A drug dealer ultimately kills Letty, so Dom and Brian go undercover and try to take down the drug lord and get vengeance for Letty. Dom finds out that Letty was working for Brian in the FBI as an informant, and he kicks Paul Walker’s ass because it’s his fault she’s dead. Cry.
After taking down the drug lord and having another race that leaves cars in pieces, Brian tries to let Dom go again, but Torretto has had enough of running and turns himself in to the FBI. He is sentenced to 25 to life in prison and as he loads a prisoner transport bus, Mia and Brian pull up and break him out. So much for the FBI.
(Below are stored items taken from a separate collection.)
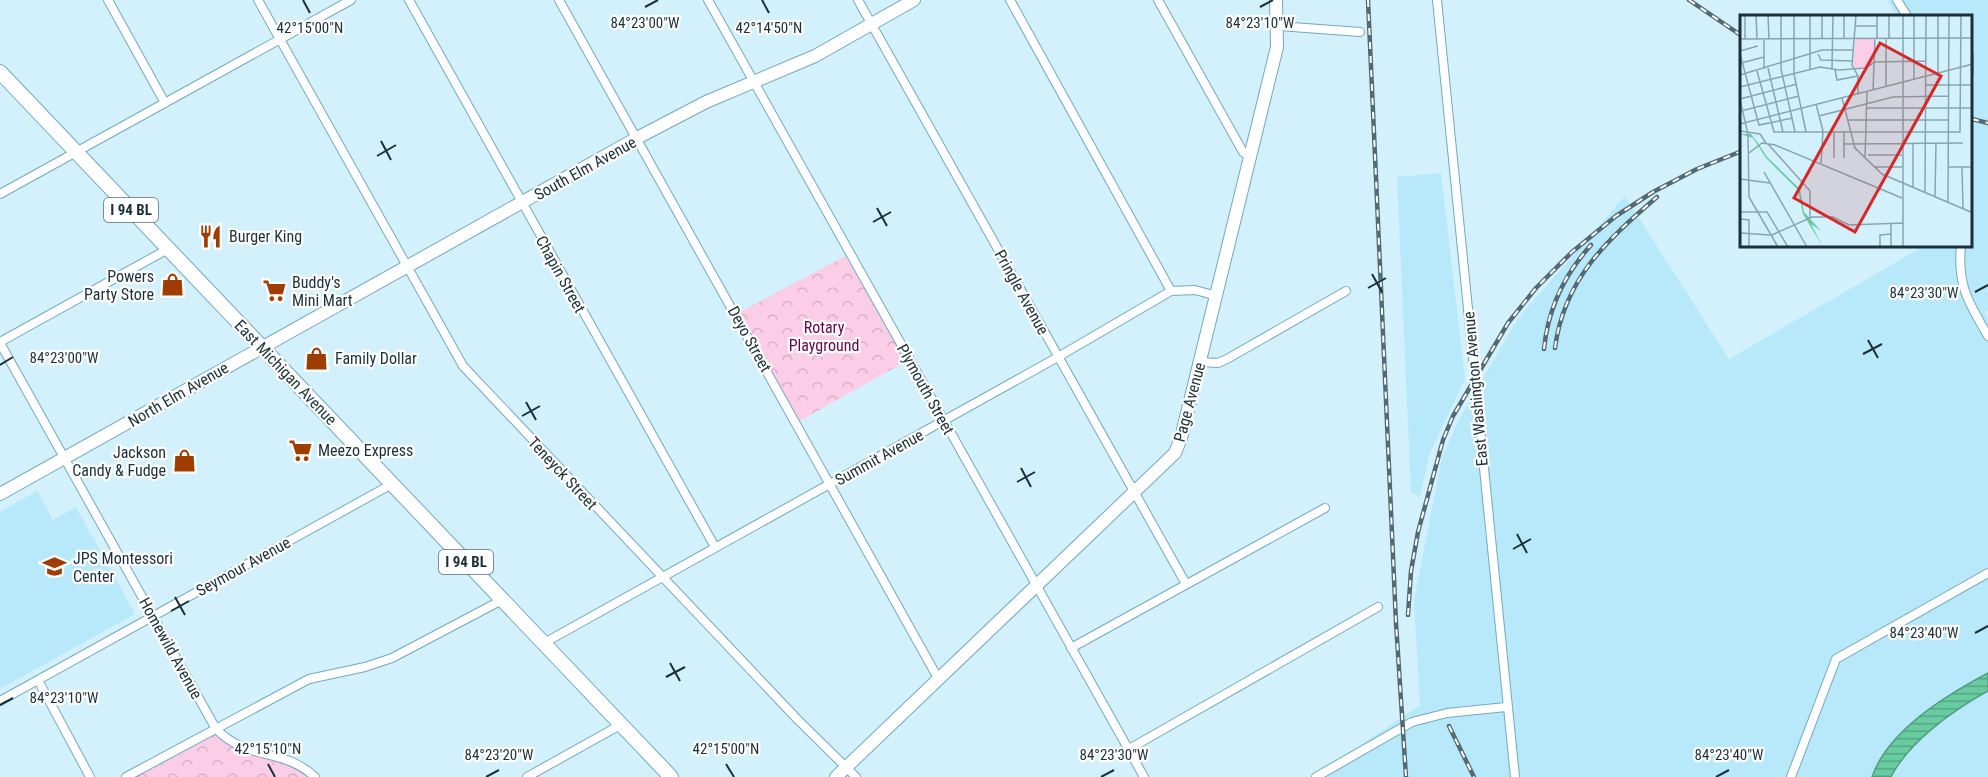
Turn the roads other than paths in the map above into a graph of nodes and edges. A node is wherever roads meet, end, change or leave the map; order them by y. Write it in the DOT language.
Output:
graph roads {
  1 [pos="108,0"];
  2 [pos="258,0"];
  3 [pos="351,0"];
  4 [pos="409,0"];
  5 [pos="559,0"];
  6 [pos="708,0"];
  7 [pos="858,0"];
  8 [pos="914,0"];
  9 [pos="1010,0"];
  10 [pos="1158,0"];
  11 [pos="1276,0"];
  12 [pos="1437,0"];
  13 [pos="1897,0"];
  14 [pos="1905,15"];
  15 [pos="872,24"];
  16 [pos="1279,26"];
  17 [pos="1360,32"];
  18 [pos="280,40"];
  19 [pos="0,72"];
  20 [pos="754,81"];
  21 [pos="165,102"];
  22 [pos="637,138"];
  23 [pos="76,152"];
  24 [pos="1251,158"];
  25 [pos="0,194"];
  26 [pos="521,203"];
  27 [pos="1961,248"];
  28 [pos="168,249"];
  29 [pos="407,266"];
  30 [pos="1172,291"];
  31 [pos="1346,291"];
  32 [pos="1217,296"];
  33 [pos="1988,336"];
  34 [pos="0,342"];
  35 [pos="262,346"];
  36 [pos="1058,357"];
  37 [pos="1200,362"];
  38 [pos="944,420"];
  39 [pos="64,459"];
  40 [pos="392,484"];
  41 [pos="830,484"];
  42 [pos="0,494"];
  43 [pos="1135,494"];
  44 [pos="1325,508"];
  45 [pos="715,547"];
  46 [pos="1988,573"];
  47 [pos="663,576"];
  48 [pos="1186,585"];
  49 [pos="1037,586"];
  50 [pos="502,600"];
  51 [pos="1378,607"];
  52 [pos="153,616"];
  53 [pos="544,643"];
  54 [pos="1071,648"];
  55 [pos="38,680"];
  56 [pos="939,680"];
  57 [pos="0,701"];
  58 [pos="1506,707"];
  59 [pos="622,724"];
  60 [pos="216,729"];
  61 [pos="1128,749"];
  62 [pos="846,768"];
  63 [pos="90,777"];
  64 [pos="126,777"];
  65 [pos="315,777"];
  66 [pos="527,777"];
  67 [pos="671,777"];
  68 [pos="836,777"];
  69 [pos="856,777"];
  70 [pos="1144,777"];
  71 [pos="1316,777"];
  72 [pos="1515,777"];
  73 [pos="1791,777"];
  1 -- 21 [label="street"];
  2 -- 18 [label="street, Teneyck Street"];
  3 -- 18 [label="street"];
  4 -- 26 [label="street, Chapin Street"];
  5 -- 22 [label="street, Deyo Street"];
  6 -- 20 [label="street, Plymouth Street"];
  7 -- 15 [label="street, Pringle Avenue"];
  8 -- 15 [label="street, South Elm Avenue"];
  9 -- 30 [label="street"];
  10 -- 24 [label="street"];
  11 -- 16 [label="street, Page Avenue"];
  12 -- 58 [label="street, East Washington Avenue"];
  13 -- 14 [label="street"];
  15 -- 20 [label="street, South Elm Avenue"];
  15 -- 36 [label="street, Pringle Avenue"];
  16 -- 17 [label="street"];
  16 -- 24 [label="street, Page Avenue"];
  18 -- 21 [label="street"];
  18 -- 29 [label="street, Teneyck Street"];
  19 -- 23 [label="main road, East Michigan Avenue / I 94 BL"];
  20 -- 22 [label="street, South Elm Avenue"];
  20 -- 38 [label="street, Plymouth Street"];
  21 -- 23 [label="street"];
  22 -- 26 [label="street, South Elm Avenue"];
  22 -- 41 [label="street, Deyo Street"];
  23 -- 25 [label="street"];
  23 -- 28 [label="main road, East Michigan Avenue / I 94 BL"];
  24 -- 32 [label="street, Page Avenue"];
  26 -- 29 [label="street, South Elm Avenue"];
  26 -- 45 [label="street, Chapin Street"];
  27 -- 33 [label="street"];
  28 -- 34 [label="street"];
  28 -- 35 [label="main road, East Michigan Avenue / I 94 BL"];
  29 -- 35 [label="street, South Elm Avenue"];
  29 -- 47 [label="street, Teneyck Street"];
  30 -- 32 [label="street"];
  30 -- 36 [label="street, Summit Avenue"];
  31 -- 37 [label="street"];
  32 -- 37 [label="street, Page Avenue"];
  34 -- 39 [label="street, Homewild Avenue"];
  35 -- 39 [label="street, North Elm Avenue"];
  35 -- 40 [label="main road, East Michigan Avenue / I 94 BL"];
  36 -- 38 [label="street, Summit Avenue"];
  36 -- 43 [label="street, Pringle Avenue"];
  37 -- 43 [label="street, Page Avenue"];
  38 -- 41 [label="street, Summit Avenue"];
  38 -- 49 [label="street, Plymouth Street"];
  39 -- 42 [label="street, North Elm Avenue"];
  39 -- 52 [label="street, Homewild Avenue"];
  40 -- 50 [label="main road, East Michigan Avenue / I 94 BL"];
  40 -- 52 [label="street, Seymour Avenue"];
  41 -- 45 [label="street, Summit Avenue"];
  41 -- 56 [label="street, Deyo Street"];
  43 -- 48 [label="street, Pringle Avenue"];
  43 -- 49 [label="street, Page Avenue"];
  44 -- 48 [label="street"];
  45 -- 47 [label="street, Summit Avenue"];
  46 -- 73 [label="street"];
  47 -- 53 [label="street, Summit Avenue"];
  47 -- 62 [label="street, Teneyck Street"];
  48 -- 54 [label="street"];
  49 -- 54 [label="street, Plymouth Street"];
  49 -- 56 [label="street, Page Avenue"];
  50 -- 53 [label="main road, East Michigan Avenue / I 94 BL"];
  50 -- 60 [label="street"];
  51 -- 61 [label="street"];
  52 -- 55 [label="street, Seymour Avenue"];
  52 -- 60 [label="street, Homewild Avenue"];
  53 -- 59 [label="main road, East Michigan Avenue / I 94 BL"];
  54 -- 61 [label="street, Plymouth Street"];
  55 -- 57 [label="street, Seymour Avenue"];
  55 -- 63 [label="street"];
  56 -- 62 [label="street, Page Avenue"];
  58 -- 71 [label="street"];
  58 -- 72 [label="street, East Washington Avenue"];
  59 -- 66 [label="street"];
  59 -- 67 [label="main road, East Michigan Avenue / I 94 BL"];
  60 -- 64 [label="street"];
  60 -- 65 [label="street, Homewild Avenue"];
  61 -- 70 [label="street, Plymouth Street"];
  62 -- 68 [label="street, Page Avenue"];
  62 -- 69 [label="street, Teneyck Street"];
}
2011: Fast Five: Or The Greatest Film OF ALL-TIME
It’s very strange to think that someone green-lit 4 of these movies before this one, and this one seems to be the best one yet. How the Franchise survived the first 3 movies is really beyond me, but after the 4th one (Fast & Furious) it seems to have gone through a rebirth. No longer are these movies full of jabronies, and candy assed FBI agents, no sir. We are now looking at the birth of The Most Electrifying Man In Sports Entertainment.
Enter: The Rock.
Ill go on record here and say that no, I haven’t watched wresting since long before the WWF became the WWE, and that has no baring on my opinion of the man formerly known as The Rock, The Brahma Bull, Dwayne Johnson.
It is clear that the street racing aspect of these movies has taken a back seat and given way to the action and high flying stunt show that is now a power house franchise for the 18-35 year old crowd. Brian and Dom are back in the mix, doing what they do in Brazil. They get called up for a simple job by, you guessed it, a drug lord. They are tasked with stealing 3 cars off a train that is being guarded by DEA agents. Things go wrong, and the drug lords’ henchmen kill the DEA agents, but the crimes are pinned on Brian, Mia, and Dom.
We all know the USA doesn’t take too kindly to outsiders killing their agents, so they send in DSS agent Luke Hobbs (Dwayne “The Rock” Johnson) to find and capture or kill those responsible for the deaths of the DEA agents. Hobbs captures Brian, Dom and Mia and is transporting them back to the USA, when the drug lord Hernan Reyes (Joaquim de Almeida) sends his men to kill them all. Hobbs escapes with the help of his one-time prisoners, and then joins their team to take down Hernan Reyes and steal all of his money.
Even though Hobbs sides with his fugitives for the battle against Hernan Reyes, ultimately he is a true patriot and can’t let them go. But he does give the gang a 24 hour head start before he begins hunting them again.
2013: Fast 6: The Chupacabra.
I can think of very few movie franchises with a part 6, even less of those that I actually want to see. With the exception of James Bond and Harry Potter, anything after 4 is normally horrible. Halloween is a key example of this.
However in 2013, something amazing has happened. Universal has managed to make a trilogy that rocks, out of a trilogy that was a little flaccid. While this is actually part 6, it gives you the feel of a part 3, a highly anticipated part 3 that is sure to thrill and entertain you for the entire summer. No, I don’t expect any kind of Oscar worthy acting performances from Paul Walker or Vin Diesel, or The Rock for that matter. What I do expect is about 95 minutes of limited edition cars, ass kicking, and more explosions then even Michael Bay could handle. With a larger budget, more extravagant locations and from what I’ve seen – an amazing stable of cars, that sadly have little chance of making it out alive – I cant wait to buckle up for another ride in the Torretto Wagon.
With part 7 already in the works, could this be The Neverending Story we’ve all hoped for?